There are many things I love about New York City, but there’s a special place in my heart for how the city celebrates the holidays. It’s a special time of year when everyone’s a little less brusque, a little less hurried. Tourists are in awe of their surroundings, but for a brief moment in time, the locals are too. And all we need to shield us from the bitter cold as we take in oversized trees, holiday markets and dressed-up store windows are hot cups of cider in mittened hands.
There are certain seasonal snapshots that feel timeless. Christmas trees for sale on the sidewalk with string lights hanging overhead. Salvation Army volunteers dancing and singing at the entrance to the department store. We get nostalgic around the holidays because it marks the passage of time ever so clearly, year after year. Memories are made, traditions are born. All of it feels sacred.
The New York Transit Museum houses a wealth of history within its walls, but around the holidays it gifts the city with a special trip down memory lane. For several Sundays in November and December, the MTA and the New York Transit Museum dusts off its vintage fleet and takes it out for a spin. Beginning on the Sunday after Thanksgiving and continuing for three additional Sundays through December 18, the Shoppers Special ran on the 6th Avenue line between the 2nd Avenue and Queens Plaza stations.

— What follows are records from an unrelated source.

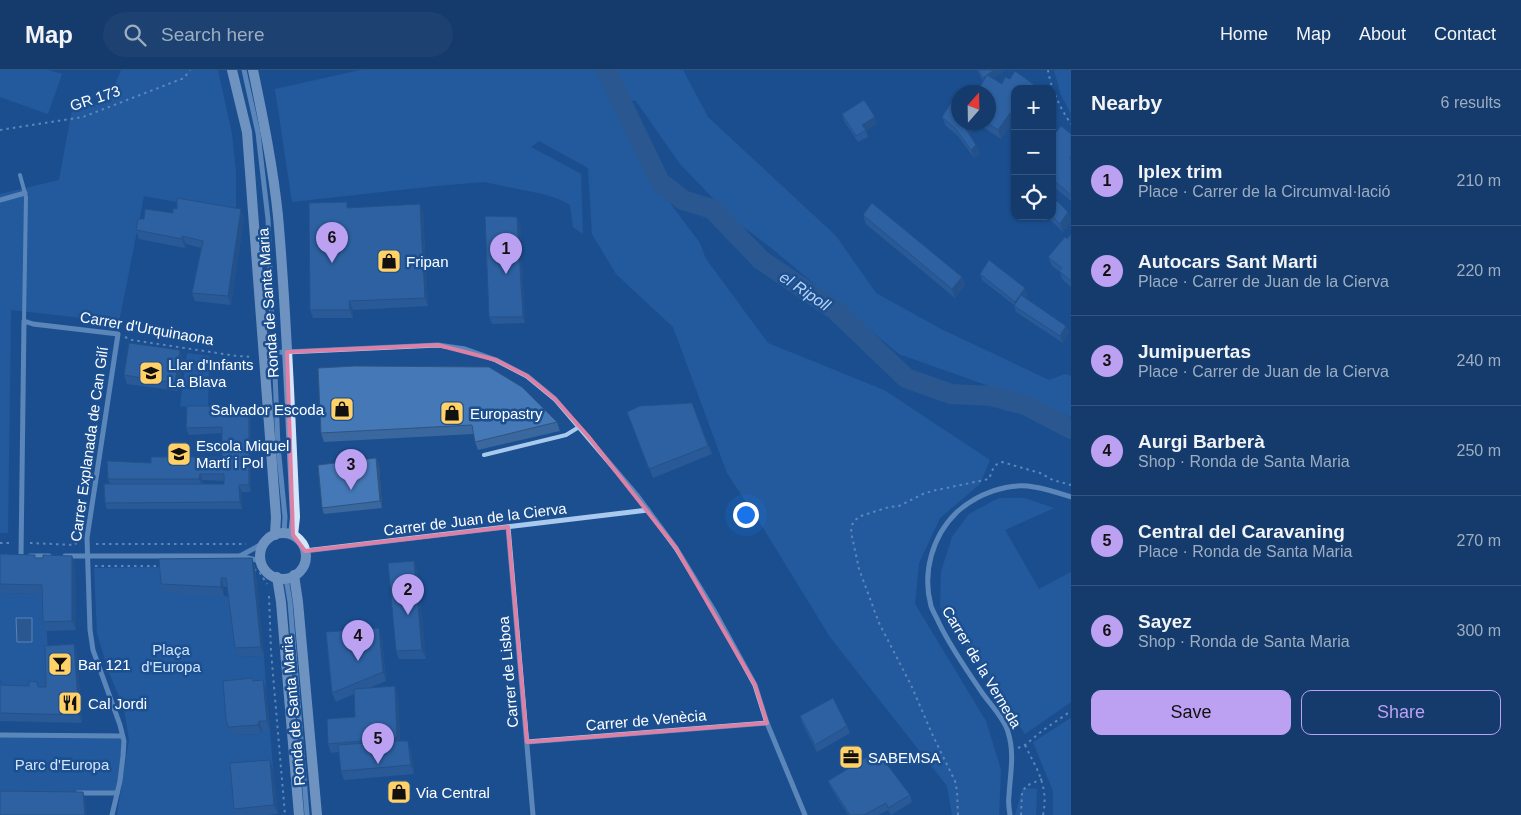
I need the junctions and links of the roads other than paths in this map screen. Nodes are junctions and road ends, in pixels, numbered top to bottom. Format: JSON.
{"nodes":[{"id":1,"x":232,"y":70,"type":"edge"},
{"id":2,"x":244,"y":70,"type":"edge"},
{"id":3,"x":253,"y":70,"type":"edge"},
{"id":4,"x":20,"y":176,"type":"dead end"},
{"id":5,"x":25,"y":193,"type":"junction"},
{"id":6,"x":0,"y":200,"type":"edge"},
{"id":7,"x":24,"y":321,"type":"junction"},
{"id":8,"x":272,"y":323,"type":"dead end"},
{"id":9,"x":118,"y":334,"type":"joint"},
{"id":10,"x":287,"y":352,"type":"junction"},
{"id":11,"x":264,"y":354,"type":"junction"},
{"id":12,"x":275,"y":374,"type":"dead end"},
{"id":13,"x":579,"y":426,"type":"junction"},
{"id":14,"x":484,"y":454,"type":"dead end"},
{"id":15,"x":1071,"y":496,"type":"edge"},
{"id":16,"x":648,"y":510,"type":"junction"},
{"id":17,"x":508,"y":527,"type":"junction"},
{"id":18,"x":284,"y":534,"type":"junction"},
{"id":19,"x":259,"y":543,"type":"junction"},
{"id":20,"x":305,"y":551,"type":"junction"},
{"id":21,"x":14,"y":556,"type":"edge"},
{"id":22,"x":22,"y":556,"type":"junction"},
{"id":23,"x":87,"y":556,"type":"junction"},
{"id":24,"x":239,"y":556,"type":"junction"},
{"id":25,"x":261,"y":561,"type":"junction"},
{"id":26,"x":286,"y":577,"type":"junction"},
{"id":27,"x":767,"y":723,"type":"junction"},
{"id":28,"x":0,"y":735,"type":"edge"},
{"id":29,"x":122,"y":736,"type":"junction"},
{"id":30,"x":527,"y":742,"type":"junction"},
{"id":31,"x":68,"y":793,"type":"edge"},
{"id":32,"x":117,"y":794,"type":"junction"},
{"id":33,"x":112,"y":815,"type":"edge"},
{"id":34,"x":299,"y":815,"type":"edge"},
{"id":35,"x":307,"y":815,"type":"edge"},
{"id":36,"x":318,"y":815,"type":"edge"},
{"id":37,"x":533,"y":815,"type":"edge"},
{"id":38,"x":805,"y":815,"type":"edge"},
{"id":39,"x":1010,"y":815,"type":"edge"}],
"edges":[{"from":1,"to":11,"type":"street","name":"Ronda de Santa Maria"},
{"from":2,"to":8,"type":"street","name":"Ronda de Santa Maria"},
{"from":3,"to":10,"type":"street","name":"Ronda de Santa Maria"},
{"from":4,"to":5,"type":"lane"},
{"from":5,"to":6,"type":"street"},
{"from":5,"to":7,"type":"lane"},
{"from":7,"to":9,"type":"street","name":"Carrer d'Urquinaona"},
{"from":7,"to":22,"type":"street"},
{"from":9,"to":23,"type":"street","name":"Carrer Explanada de Can Gilí"},
{"from":10,"to":11,"type":"street"},
{"from":10,"to":13,"type":"street"},
{"from":10,"to":18,"type":"street","name":"Ronda de Santa Maria"},
{"from":11,"to":18,"type":"street","name":"Ronda de Santa Maria"},
{"from":12,"to":18,"type":"street","name":"Ronda de Santa Maria"},
{"from":13,"to":14,"type":"lane"},
{"from":13,"to":16,"type":"street"},
{"from":15,"to":39,"type":"street","name":"Carrer de la Verneda"},
{"from":16,"to":17,"type":"street","name":"Carrer de Juan de la Cierva"},
{"from":16,"to":27,"type":"street"},
{"from":17,"to":20,"type":"street","name":"Carrer de Juan de la Cierva"},
{"from":17,"to":30,"type":"street","name":"Carrer de Lisboa"},
{"from":18,"to":19,"type":"street"},
{"from":18,"to":20,"type":"street"},
{"from":19,"to":24,"type":"street"},
{"from":19,"to":25,"type":"street"},
{"from":20,"to":26,"type":"street"},
{"from":21,"to":22,"type":"street"},
{"from":22,"to":23,"type":"street"},
{"from":23,"to":24,"type":"street"},
{"from":23,"to":29,"type":"street","name":"Carrer Explanada de Can Gilí"},
{"from":24,"to":25,"type":"street"},
{"from":25,"to":26,"type":"street"},
{"from":26,"to":34,"type":"street","name":"Ronda de Santa Maria"},
{"from":26,"to":35,"type":"street","name":"Ronda de Santa Maria"},
{"from":26,"to":36,"type":"street","name":"Ronda de Santa Maria"},
{"from":27,"to":30,"type":"street","name":"Carrer de Venècia"},
{"from":27,"to":38,"type":"street"},
{"from":28,"to":29,"type":"street"},
{"from":29,"to":32,"type":"street","name":"Carrer Explanada de Can Gilí"},
{"from":30,"to":37,"type":"street","name":"Carrer de Lisboa"},
{"from":31,"to":32,"type":"street"},
{"from":32,"to":33,"type":"street","name":"Carrer Explanada de Can Gilí"}]}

The Shoppers Special is an eight-car train that was in service from the 1930s to the 1970s. Its basic, dark green riveted design is characteristic of Depression-era austerity, as is its sturdiness and durability. The cars feature rattan seats, ceiling fans and drop-sash windows. Shoppers Special riders were also treated to its original advertisements, which included a variety of “Helpful Hints”. (I didn’t spy one on manspreading, though, so that must be a modern plague.)

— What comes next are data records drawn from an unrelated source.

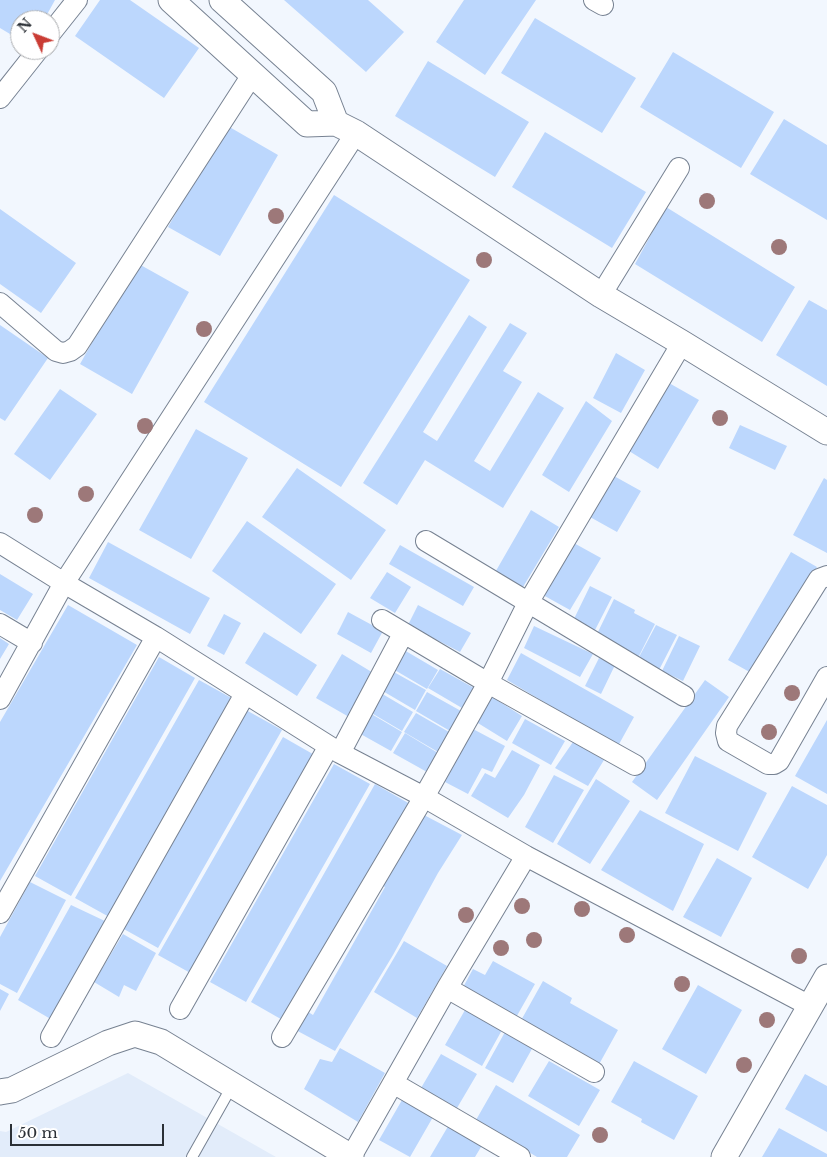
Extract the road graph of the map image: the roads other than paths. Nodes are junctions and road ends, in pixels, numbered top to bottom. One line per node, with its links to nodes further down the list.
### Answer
1 (77, 0): 4 (street)
2 (171, 0): 6 (street)
3 (222, 0): 8 (street)
4 (60, 21)
5 (30, 60): 7 (street)
6 (252, 74): 8 (street); 11 (street)
7 (0, 98)
8 (346, 128): 10 (street); 17 (street)
9 (680, 168): 10 (street)
10 (601, 296): 12 (street)
11 (0, 302)
12 (682, 343): 13 (street); 18 (street)
13 (827, 432)
14 (426, 541): 18 (street)
15 (0, 543): 17 (street)
16 (827, 576): 24 (street)
17 (64, 583): 22 (street); 23 (street)
18 (528, 603): 25 (street); 27 (street)
19 (382, 620): 21 (street)
20 (0, 624): 23 (street)
21 (403, 634): 25 (street); 29 (street)
22 (156, 637): 26 (street); 33 (street)
23 (32, 642): 28 (street)
24 (827, 677)
25 (488, 683): 30 (street); 31 (street)
26 (245, 694): 29 (street); 38 (street)
27 (684, 696)
28 (0, 698)
29 (334, 750): 31 (street); 37 (street)
30 (635, 765)
31 (424, 797): 32 (street); 39 (street)
32 (526, 856): 35 (street); 36 (street)
33 (0, 912)
34 (827, 977): 36 (street)
35 (447, 988): 40 (street); 41 (street)
36 (810, 1006): 47 (street)
37 (180, 1009)
38 (51, 1037)
39 (282, 1037)
40 (594, 1072)
41 (393, 1082): 45 (street); 46 (street)
42 (232, 1086): 43 (street); 44 (lane); 45 (street)
43 (0, 1092)
44 (192, 1157)
45 (351, 1157)
46 (520, 1157)
47 (724, 1157)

But New York City is not one to pass up an opportunity, so fans of retro clothing, dance and music came out to play. Dressed in the finest vintage garb, men and women gathered on the platform at the 2nd Avenue subway station and a swing dance party ensued. As the Shoppers Special pulled up, it was easy to feel like you were on the set of a period film.
The vintage cars are on display year-round at the New York Transit Museum, though the full experience is pretty hard to beat. I don’t know about you, but I’m already wondering where to get my vintage outfit for next year’s party. If you have a line in on where to go, please let me know!
Pair it with:
Dinner at Nix
After you’ve made your round-trip journey on the Shoppers Special, pay a visit to the newly minted Michelin-starred Nix. While the Nostalgia Train Ride took you back into the past, Nix gives you a glimpse into the future.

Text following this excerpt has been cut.